··· DATA FOR THIS EXERCISE

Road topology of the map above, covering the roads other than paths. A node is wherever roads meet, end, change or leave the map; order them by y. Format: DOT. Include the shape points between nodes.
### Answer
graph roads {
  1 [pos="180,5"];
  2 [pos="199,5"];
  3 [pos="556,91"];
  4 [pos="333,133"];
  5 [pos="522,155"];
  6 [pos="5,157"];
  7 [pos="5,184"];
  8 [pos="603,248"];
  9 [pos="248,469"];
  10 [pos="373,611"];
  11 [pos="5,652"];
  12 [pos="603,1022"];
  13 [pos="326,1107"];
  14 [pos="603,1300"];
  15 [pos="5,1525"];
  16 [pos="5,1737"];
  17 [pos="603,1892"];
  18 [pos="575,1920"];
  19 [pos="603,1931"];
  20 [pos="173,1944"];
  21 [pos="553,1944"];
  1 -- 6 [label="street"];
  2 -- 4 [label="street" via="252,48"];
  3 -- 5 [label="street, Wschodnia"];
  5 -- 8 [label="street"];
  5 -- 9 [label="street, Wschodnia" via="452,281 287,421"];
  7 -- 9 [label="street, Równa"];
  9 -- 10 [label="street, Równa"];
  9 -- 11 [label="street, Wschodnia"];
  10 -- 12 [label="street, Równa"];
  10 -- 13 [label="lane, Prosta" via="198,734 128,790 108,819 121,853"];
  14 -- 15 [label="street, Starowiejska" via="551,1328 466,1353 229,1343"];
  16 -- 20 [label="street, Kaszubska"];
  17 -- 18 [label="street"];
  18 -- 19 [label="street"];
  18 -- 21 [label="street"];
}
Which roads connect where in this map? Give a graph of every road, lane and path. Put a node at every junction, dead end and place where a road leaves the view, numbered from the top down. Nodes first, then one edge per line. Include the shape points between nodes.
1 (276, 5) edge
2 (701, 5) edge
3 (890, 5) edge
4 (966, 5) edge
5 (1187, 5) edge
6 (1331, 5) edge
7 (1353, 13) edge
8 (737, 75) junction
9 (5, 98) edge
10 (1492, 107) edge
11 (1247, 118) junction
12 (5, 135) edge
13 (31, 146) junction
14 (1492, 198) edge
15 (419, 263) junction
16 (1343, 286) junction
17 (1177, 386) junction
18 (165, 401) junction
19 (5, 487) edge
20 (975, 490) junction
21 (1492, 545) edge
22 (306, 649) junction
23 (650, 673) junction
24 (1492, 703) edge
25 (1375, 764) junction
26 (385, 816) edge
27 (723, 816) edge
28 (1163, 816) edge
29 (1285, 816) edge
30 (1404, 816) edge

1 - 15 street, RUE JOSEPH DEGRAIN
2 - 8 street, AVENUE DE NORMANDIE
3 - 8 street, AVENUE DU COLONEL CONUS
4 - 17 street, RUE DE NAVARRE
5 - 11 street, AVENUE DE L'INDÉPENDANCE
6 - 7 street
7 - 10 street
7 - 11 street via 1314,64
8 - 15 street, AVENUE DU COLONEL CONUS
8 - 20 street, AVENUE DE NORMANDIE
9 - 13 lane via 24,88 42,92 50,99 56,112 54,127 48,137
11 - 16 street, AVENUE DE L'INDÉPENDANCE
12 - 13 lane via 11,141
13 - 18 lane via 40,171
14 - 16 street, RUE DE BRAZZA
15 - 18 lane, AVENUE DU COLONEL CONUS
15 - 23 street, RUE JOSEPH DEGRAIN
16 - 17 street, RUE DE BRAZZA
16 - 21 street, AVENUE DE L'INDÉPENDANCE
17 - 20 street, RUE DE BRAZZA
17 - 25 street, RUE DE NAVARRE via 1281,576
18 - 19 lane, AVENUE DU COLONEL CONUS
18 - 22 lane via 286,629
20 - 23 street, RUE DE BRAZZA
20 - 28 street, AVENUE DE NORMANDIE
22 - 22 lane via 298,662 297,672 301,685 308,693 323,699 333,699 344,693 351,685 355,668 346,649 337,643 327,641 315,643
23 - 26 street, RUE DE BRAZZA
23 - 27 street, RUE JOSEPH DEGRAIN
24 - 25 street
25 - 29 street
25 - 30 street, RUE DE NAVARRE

······

* YOUR GOAL *
Please retype all of the lines above exactly as they stand.

* COMPLETED TASK *
Road topology of the map above, covering the roads other than paths. A node is wherever roads meet, end, change or leave the map; order them by y. Format: DOT. Include the shape points between nodes.
### Answer
graph roads {
  1 [pos="180,5"];
  2 [pos="199,5"];
  3 [pos="556,91"];
  4 [pos="333,133"];
  5 [pos="522,155"];
  6 [pos="5,157"];
  7 [pos="5,184"];
  8 [pos="603,248"];
  9 [pos="248,469"];
  10 [pos="373,611"];
  11 [pos="5,652"];
  12 [pos="603,1022"];
  13 [pos="326,1107"];
  14 [pos="603,1300"];
  15 [pos="5,1525"];
  16 [pos="5,1737"];
  17 [pos="603,1892"];
  18 [pos="575,1920"];
  19 [pos="603,1931"];
  20 [pos="173,1944"];
  21 [pos="553,1944"];
  1 -- 6 [label="street"];
  2 -- 4 [label="street" via="252,48"];
  3 -- 5 [label="street, Wschodnia"];
  5 -- 8 [label="street"];
  5 -- 9 [label="street, Wschodnia" via="452,281 287,421"];
  7 -- 9 [label="street, Równa"];
  9 -- 10 [label="street, Równa"];
  9 -- 11 [label="street, Wschodnia"];
  10 -- 12 [label="street, Równa"];
  10 -- 13 [label="lane, Prosta" via="198,734 128,790 108,819 121,853"];
  14 -- 15 [label="street, Starowiejska" via="551,1328 466,1353 229,1343"];
  16 -- 20 [label="street, Kaszubska"];
  17 -- 18 [label="street"];
  18 -- 19 [label="street"];
  18 -- 21 [label="street"];
}
Which roads connect where in this map? Give a graph of every road, lane and path. Put a node at every junction, dead end and place where a road leaves the view, numbered from the top down. Nodes first, then one edge per line. Include the shape points between nodes.
1 (276, 5) edge
2 (701, 5) edge
3 (890, 5) edge
4 (966, 5) edge
5 (1187, 5) edge
6 (1331, 5) edge
7 (1353, 13) edge
8 (737, 75) junction
9 (5, 98) edge
10 (1492, 107) edge
11 (1247, 118) junction
12 (5, 135) edge
13 (31, 146) junction
14 (1492, 198) edge
15 (419, 263) junction
16 (1343, 286) junction
17 (1177, 386) junction
18 (165, 401) junction
19 (5, 487) edge
20 (975, 490) junction
21 (1492, 545) edge
22 (306, 649) junction
23 (650, 673) junction
24 (1492, 703) edge
25 (1375, 764) junction
26 (385, 816) edge
27 (723, 816) edge
28 (1163, 816) edge
29 (1285, 816) edge
30 (1404, 816) edge

1 - 15 street, RUE JOSEPH DEGRAIN
2 - 8 street, AVENUE DE NORMANDIE
3 - 8 street, AVENUE DU COLONEL CONUS
4 - 17 street, RUE DE NAVARRE
5 - 11 street, AVENUE DE L'INDÉPENDANCE
6 - 7 street
7 - 10 street
7 - 11 street via 1314,64
8 - 15 street, AVENUE DU COLONEL CONUS
8 - 20 street, AVENUE DE NORMANDIE
9 - 13 lane via 24,88 42,92 50,99 56,112 54,127 48,137
11 - 16 street, AVENUE DE L'INDÉPENDANCE
12 - 13 lane via 11,141
13 - 18 lane via 40,171
14 - 16 street, RUE DE BRAZZA
15 - 18 lane, AVENUE DU COLONEL CONUS
15 - 23 street, RUE JOSEPH DEGRAIN
16 - 17 street, RUE DE BRAZZA
16 - 21 street, AVENUE DE L'INDÉPENDANCE
17 - 20 street, RUE DE BRAZZA
17 - 25 street, RUE DE NAVARRE via 1281,576
18 - 19 lane, AVENUE DU COLONEL CONUS
18 - 22 lane via 286,629
20 - 23 street, RUE DE BRAZZA
20 - 28 street, AVENUE DE NORMANDIE
22 - 22 lane via 298,662 297,672 301,685 308,693 323,699 333,699 344,693 351,685 355,668 346,649 337,643 327,641 315,643
23 - 26 street, RUE DE BRAZZA
23 - 27 street, RUE JOSEPH DEGRAIN
24 - 25 street
25 - 29 street
25 - 30 street, RUE DE NAVARRE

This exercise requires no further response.